* Directions *
Work out how many lines below hold the string "canvas" and state only that figure.

═════ Dataset extract ═════

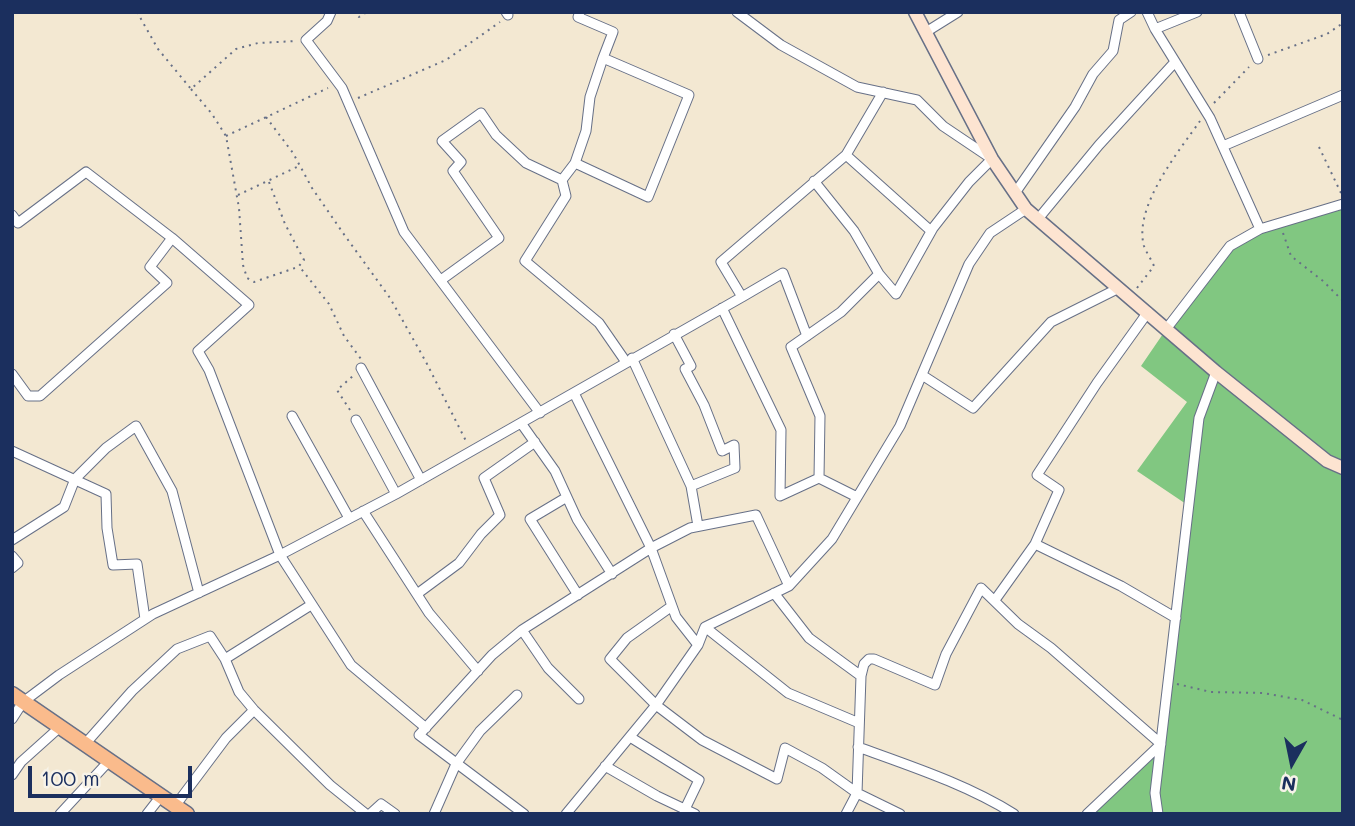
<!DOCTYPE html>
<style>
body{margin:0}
#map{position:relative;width:1355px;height:826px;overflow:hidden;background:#f3e8d2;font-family:Mali,sans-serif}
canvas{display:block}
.frame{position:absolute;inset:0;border:14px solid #1b2f5e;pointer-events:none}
.north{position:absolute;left:1257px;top:728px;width:70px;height:70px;-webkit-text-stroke:5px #f7f3e8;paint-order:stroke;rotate:189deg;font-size:19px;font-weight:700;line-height:28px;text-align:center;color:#1b2f5e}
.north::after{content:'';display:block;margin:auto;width:24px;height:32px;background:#1b2f5e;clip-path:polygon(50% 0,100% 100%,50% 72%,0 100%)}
.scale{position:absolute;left:28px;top:766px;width:164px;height:32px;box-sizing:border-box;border:4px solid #1b2f5e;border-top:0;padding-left:9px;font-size:21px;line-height:24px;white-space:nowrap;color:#1b2f5e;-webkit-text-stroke:5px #f7f3e8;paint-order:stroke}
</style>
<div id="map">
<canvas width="1355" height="826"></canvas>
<div class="frame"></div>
<div class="north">N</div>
<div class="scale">100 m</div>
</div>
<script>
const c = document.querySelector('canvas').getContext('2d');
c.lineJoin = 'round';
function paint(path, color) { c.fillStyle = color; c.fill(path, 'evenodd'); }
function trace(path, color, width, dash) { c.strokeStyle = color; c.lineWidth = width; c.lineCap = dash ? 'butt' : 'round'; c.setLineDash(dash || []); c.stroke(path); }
paint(new Path2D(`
 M1343 202V814H1087L1161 744 1189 506 1137 471 1187 402 1141 366 1167 328 1230 246 1262 225Z`), '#81c781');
const street = new Path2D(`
 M331 12 327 21 306 40 342 88 404 232 540 413
 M506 12 508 15
 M737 12 781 45 857 87 917 100 943 126 992 159 969 182 933 228 896 294 879 274 854 231 814 181
 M1147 12 1155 29 1210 118 1260 229
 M1239 12 1258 59
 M1155 29 1197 12
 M926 32 958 12
 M1223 146 1343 95
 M846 155 931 231
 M575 163 648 197 689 95 603 58 613 32 578 17 580 12
 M562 180 575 163 586 131 590 97 603 58
 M1015 193 1075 107 1093 74 1113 51 1119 20 1131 12
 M12 215 18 223 86 172 172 238 249 305 198 351 209 370 280 555 351 665 426 728
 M1038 219 1099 145 1175 62
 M441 280 499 238 453 171 461 162 442 141 481 113 496 135 526 163 562 180 566 196 525 261 599 323 626 362
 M742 297 783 273 807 336
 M722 308 781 430 780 496 819 478 857 497
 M1167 328 1230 246 1260 229 1343 204
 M674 334 691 366 685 369 704 405 722 451 734 445 735 468 691 486
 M632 358 691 486 698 526
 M361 368 421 480
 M12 374 28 396H40L167 283 150 267 172 238
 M922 375 973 408 1051 322 1119 288
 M574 393 651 548 676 617 698 645
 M292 416 349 518
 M356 420 396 494
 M521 423 555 471 577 519 612 574
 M12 451 106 494 107 528 113 565 137 564 145 619
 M819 478 820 416 791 347 841 312 879 274
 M567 497 530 519 578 595
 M363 511 429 613 478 671
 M12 540 64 507 75 479 106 448 136 426 172 491 199 593
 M1035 544 1121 586 1176 618
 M12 556 18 563 12 568
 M774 593 809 638 861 676
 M417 594 459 563 481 534 500 515 484 478 535 442
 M995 600 1035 544 1059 490 1037 475 1097 383 1148 312
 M672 606 627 638 610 659 656 705 702 740 777 779 785 748 822 768 857 793 900 814
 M705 627 788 693 859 723
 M522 630 548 668 579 699
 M225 659 239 692 254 710 330 785 366 814
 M12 719 23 702 59 675 153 614 280 555 396 494 742 297 721 262 846 155 883 92
 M630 737 699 780 685 809
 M85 744 132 691 177 649 210 636 225 659 311 605
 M858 747C910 766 966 784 1014 814
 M605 766 657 796 695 814
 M12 775 21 762 60 727
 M175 806 226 738 254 710
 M60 814 109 761
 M147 814 161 796
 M370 814 381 804 395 814
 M434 814 456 764 480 731 517 695
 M524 814 419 735 492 655 522 630 651 548 690 528 756 515 789 586
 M566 814 656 705 698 645 705 627 789 586 832 539 900 426 969 264 990 233 1026 209
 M846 814 857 793 861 676 864 664 869 659H874L935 685 946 654 981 588 1018 624 1051 648 1161 744 1087 814
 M1158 814 1155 793 1199 418 1216 372`);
const secondary = new Path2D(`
 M915 12 992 159 1026 209 1216 372 1327 461 1343 468`);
const primary = new Path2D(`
 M12 694 187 814`);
trace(street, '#677087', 11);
trace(secondary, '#677087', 15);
trace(primary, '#677087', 17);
trace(new Path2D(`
 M137 12 158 49 191 89 236 49 258 43 296 41
 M353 12 359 17 367 12
 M1268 55 1327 34 1343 23
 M191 89 212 114 226 136 239 208 243 265 247 278 254 282 298 267
 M358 98 446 60 500 22
 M1214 103 1249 67
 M266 117 293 153 312 188 343 233 390 298 426 362 466 441
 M226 136 328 88
 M1319 147 1341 193
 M269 182 285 224 304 260 299 266 329 304 344 336 361 359
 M238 195 299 166
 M1283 233 1291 256 1323 281 1343 301
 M1137 288 1154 266C1151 259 1146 252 1144 246 1133 207 1179 151 1200 121
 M350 410 337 390 354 375
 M1177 684 1211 692 1263 693 1302 700 1343 720`), '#677087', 2, [2, 5]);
trace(street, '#fff', 9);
trace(secondary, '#fde4d1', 12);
trace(primary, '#fabb8c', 14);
</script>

═════

* Answer section *
3